* Exercise brief
For this exercise, copy each line of the records that contains the word "nodes".

* Listed entries
>>>
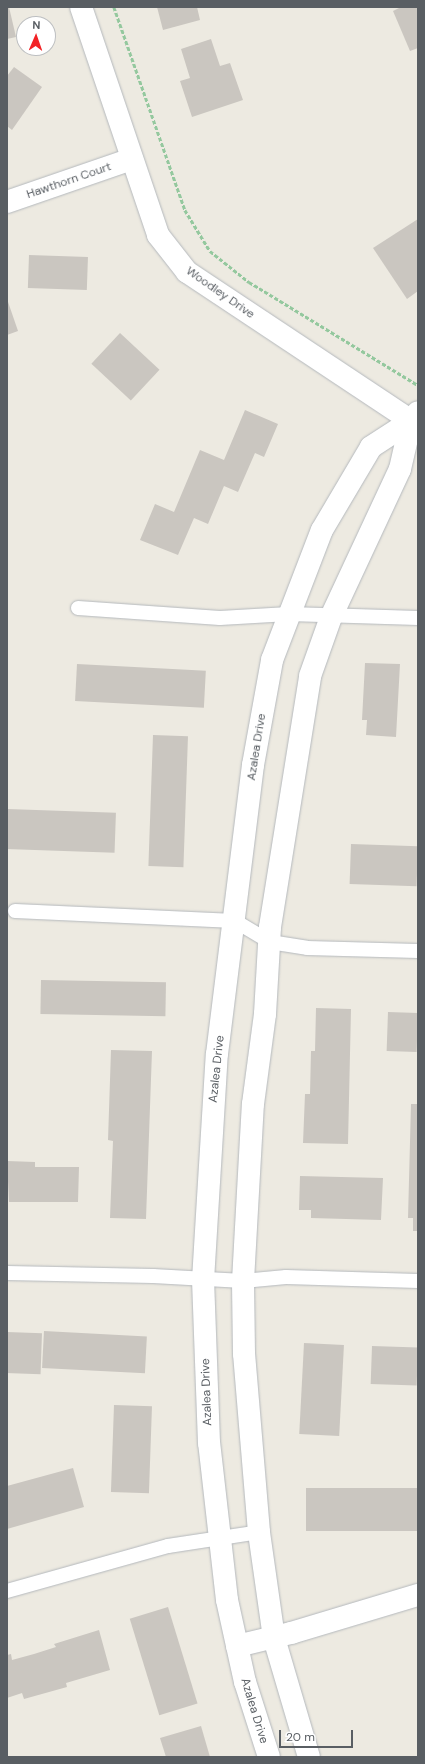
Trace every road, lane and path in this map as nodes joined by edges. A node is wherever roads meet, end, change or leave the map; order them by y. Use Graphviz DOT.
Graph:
<<<
>>>
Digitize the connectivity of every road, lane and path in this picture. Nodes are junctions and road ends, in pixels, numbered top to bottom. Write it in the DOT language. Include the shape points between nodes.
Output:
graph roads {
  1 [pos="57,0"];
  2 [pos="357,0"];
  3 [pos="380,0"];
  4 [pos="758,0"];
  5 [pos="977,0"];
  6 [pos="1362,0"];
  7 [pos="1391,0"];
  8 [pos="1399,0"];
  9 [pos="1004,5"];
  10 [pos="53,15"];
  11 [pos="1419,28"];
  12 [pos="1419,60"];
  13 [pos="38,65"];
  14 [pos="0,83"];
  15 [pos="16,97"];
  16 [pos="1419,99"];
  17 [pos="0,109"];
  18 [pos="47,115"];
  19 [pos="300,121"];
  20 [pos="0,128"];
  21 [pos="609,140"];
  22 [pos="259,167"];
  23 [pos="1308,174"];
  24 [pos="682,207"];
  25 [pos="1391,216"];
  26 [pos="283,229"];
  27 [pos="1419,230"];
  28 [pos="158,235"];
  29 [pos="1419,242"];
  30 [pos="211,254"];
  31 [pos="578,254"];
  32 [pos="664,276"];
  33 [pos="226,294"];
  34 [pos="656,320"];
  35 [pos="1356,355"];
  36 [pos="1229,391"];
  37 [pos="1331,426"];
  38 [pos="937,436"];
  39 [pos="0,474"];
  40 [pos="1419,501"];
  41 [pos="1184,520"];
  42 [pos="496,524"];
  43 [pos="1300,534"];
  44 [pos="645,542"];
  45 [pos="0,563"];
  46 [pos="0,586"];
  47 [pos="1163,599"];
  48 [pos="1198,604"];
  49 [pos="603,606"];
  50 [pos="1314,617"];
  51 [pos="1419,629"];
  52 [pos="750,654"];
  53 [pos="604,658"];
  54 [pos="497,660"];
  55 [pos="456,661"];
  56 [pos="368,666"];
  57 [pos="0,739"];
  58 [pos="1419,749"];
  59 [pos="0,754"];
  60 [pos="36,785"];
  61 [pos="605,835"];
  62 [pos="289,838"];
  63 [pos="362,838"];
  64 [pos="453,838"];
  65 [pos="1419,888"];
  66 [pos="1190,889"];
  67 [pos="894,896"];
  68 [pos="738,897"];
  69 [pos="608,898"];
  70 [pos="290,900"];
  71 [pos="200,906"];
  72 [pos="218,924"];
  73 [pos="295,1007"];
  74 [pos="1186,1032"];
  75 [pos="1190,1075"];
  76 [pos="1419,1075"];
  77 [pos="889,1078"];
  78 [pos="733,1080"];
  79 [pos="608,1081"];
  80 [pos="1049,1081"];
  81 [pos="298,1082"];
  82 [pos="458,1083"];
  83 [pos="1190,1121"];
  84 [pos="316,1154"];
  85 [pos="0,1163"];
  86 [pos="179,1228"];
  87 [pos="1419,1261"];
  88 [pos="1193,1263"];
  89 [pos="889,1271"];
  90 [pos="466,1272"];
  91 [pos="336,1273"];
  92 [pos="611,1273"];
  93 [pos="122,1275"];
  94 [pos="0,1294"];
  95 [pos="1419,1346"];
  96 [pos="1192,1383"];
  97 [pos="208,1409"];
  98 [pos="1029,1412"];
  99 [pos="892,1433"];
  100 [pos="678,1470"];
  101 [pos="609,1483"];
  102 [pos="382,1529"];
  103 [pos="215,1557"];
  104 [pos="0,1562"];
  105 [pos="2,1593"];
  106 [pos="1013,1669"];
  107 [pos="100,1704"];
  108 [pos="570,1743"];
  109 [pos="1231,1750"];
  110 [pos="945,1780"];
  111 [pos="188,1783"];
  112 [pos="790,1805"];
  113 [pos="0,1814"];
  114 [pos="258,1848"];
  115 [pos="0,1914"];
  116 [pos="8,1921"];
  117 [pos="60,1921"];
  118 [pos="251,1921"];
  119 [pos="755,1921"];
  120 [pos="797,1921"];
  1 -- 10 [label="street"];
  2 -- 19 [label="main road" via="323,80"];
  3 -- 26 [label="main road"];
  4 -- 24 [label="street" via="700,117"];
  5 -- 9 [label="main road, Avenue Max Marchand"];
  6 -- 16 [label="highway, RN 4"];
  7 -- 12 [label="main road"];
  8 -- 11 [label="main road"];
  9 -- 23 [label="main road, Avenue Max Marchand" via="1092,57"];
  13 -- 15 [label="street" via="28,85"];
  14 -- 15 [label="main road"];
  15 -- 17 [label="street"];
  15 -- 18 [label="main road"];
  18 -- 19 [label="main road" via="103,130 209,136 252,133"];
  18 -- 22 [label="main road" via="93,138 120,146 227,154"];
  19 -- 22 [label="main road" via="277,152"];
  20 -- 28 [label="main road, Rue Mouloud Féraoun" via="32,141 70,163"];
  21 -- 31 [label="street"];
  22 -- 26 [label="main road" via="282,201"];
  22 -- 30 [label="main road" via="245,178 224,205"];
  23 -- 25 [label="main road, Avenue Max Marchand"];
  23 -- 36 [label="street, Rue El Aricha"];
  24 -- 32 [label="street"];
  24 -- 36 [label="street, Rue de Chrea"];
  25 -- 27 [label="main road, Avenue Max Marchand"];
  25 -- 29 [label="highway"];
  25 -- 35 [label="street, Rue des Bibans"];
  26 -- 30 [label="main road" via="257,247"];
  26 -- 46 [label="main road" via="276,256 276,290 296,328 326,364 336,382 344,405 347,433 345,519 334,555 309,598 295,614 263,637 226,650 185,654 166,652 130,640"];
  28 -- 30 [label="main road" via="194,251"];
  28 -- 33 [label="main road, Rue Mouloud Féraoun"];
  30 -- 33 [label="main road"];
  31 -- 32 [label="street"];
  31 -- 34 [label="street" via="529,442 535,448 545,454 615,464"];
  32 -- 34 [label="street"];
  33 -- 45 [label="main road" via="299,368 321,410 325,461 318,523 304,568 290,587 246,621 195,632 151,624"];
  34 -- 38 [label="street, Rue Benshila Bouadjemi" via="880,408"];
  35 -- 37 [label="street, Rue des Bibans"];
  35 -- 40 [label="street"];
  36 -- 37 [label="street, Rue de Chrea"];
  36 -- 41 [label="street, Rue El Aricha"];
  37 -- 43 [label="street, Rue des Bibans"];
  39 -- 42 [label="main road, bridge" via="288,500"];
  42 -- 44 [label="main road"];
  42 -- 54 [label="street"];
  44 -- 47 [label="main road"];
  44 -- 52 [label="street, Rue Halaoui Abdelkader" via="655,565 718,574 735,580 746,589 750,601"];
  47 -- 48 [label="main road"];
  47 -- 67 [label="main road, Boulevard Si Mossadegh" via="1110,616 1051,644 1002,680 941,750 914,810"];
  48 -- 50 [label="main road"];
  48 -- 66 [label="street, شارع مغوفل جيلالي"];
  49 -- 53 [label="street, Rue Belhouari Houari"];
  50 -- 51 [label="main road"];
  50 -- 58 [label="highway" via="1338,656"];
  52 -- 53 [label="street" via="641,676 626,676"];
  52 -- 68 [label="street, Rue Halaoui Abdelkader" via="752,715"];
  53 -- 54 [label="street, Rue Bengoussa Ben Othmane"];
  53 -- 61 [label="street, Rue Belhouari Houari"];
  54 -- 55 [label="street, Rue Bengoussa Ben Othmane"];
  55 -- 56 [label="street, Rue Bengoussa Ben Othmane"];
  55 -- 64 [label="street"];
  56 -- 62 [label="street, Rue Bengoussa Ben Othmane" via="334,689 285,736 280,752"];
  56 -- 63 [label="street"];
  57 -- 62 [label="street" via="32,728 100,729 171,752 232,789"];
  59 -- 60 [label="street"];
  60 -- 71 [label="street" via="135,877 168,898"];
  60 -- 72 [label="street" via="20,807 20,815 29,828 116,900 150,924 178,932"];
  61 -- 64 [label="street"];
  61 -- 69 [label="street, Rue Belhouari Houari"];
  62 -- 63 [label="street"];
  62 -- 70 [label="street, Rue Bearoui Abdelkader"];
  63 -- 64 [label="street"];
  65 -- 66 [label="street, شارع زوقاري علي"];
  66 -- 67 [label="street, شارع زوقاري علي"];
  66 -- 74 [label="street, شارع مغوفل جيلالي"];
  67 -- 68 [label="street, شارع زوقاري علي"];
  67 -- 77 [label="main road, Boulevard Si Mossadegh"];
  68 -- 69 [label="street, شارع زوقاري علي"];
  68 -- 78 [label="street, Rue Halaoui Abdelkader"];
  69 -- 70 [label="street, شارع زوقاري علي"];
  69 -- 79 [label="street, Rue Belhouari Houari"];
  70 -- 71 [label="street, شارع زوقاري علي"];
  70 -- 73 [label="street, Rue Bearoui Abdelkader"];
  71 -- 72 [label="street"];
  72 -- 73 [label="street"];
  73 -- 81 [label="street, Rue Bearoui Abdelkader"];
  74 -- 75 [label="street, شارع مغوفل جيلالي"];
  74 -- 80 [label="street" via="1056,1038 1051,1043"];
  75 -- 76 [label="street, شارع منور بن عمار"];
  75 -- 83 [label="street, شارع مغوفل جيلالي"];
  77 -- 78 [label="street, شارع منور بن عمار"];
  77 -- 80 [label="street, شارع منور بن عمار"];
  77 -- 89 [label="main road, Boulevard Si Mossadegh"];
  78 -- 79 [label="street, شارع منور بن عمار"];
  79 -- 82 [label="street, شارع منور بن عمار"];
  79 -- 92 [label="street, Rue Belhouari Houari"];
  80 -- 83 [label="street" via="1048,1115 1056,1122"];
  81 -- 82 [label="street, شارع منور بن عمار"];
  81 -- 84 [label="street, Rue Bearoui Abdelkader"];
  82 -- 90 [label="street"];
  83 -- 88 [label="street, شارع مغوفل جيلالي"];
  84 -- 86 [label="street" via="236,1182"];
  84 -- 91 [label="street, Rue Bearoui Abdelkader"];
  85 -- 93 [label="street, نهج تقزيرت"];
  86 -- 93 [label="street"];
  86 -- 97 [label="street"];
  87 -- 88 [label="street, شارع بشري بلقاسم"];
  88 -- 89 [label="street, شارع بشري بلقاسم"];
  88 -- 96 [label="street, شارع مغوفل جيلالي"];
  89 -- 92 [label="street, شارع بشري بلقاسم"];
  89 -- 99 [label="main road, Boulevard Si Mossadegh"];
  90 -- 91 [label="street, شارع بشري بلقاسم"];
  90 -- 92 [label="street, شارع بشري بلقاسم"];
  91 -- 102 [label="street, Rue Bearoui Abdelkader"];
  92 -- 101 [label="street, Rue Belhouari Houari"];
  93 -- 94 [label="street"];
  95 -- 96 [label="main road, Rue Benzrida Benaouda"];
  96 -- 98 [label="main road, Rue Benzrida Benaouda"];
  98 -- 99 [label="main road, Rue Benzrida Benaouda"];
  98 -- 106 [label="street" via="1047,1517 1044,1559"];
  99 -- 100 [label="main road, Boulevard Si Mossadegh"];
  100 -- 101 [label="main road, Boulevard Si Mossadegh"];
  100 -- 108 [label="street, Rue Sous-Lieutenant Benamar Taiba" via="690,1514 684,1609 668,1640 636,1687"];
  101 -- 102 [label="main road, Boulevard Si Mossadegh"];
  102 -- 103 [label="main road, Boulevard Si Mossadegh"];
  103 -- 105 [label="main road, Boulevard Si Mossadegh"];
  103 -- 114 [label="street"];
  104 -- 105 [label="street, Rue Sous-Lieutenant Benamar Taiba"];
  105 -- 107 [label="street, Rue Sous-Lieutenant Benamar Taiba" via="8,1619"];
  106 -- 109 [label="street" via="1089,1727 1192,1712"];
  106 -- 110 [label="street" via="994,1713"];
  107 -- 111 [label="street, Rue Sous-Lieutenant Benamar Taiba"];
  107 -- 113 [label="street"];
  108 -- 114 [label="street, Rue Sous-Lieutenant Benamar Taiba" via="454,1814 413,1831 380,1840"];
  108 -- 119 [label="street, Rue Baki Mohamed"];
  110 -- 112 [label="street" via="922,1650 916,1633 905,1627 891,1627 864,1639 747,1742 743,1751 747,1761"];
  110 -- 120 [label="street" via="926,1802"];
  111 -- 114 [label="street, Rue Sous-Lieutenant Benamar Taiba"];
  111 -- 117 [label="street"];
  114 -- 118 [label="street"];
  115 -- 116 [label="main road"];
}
<<<
* Solution to the exercise
Trace every road, lane and path in this map as nodes joined by edges. A node is wherever roads meet, end, change or leave the map; order them by y. Use Graphviz DOT.
Digitize the connectivity of every road, lane and path in this picture. Nodes are junctions and road ends, in pixels, numbered top to bottom. Write it in the DOT language. Include the shape points between nodes.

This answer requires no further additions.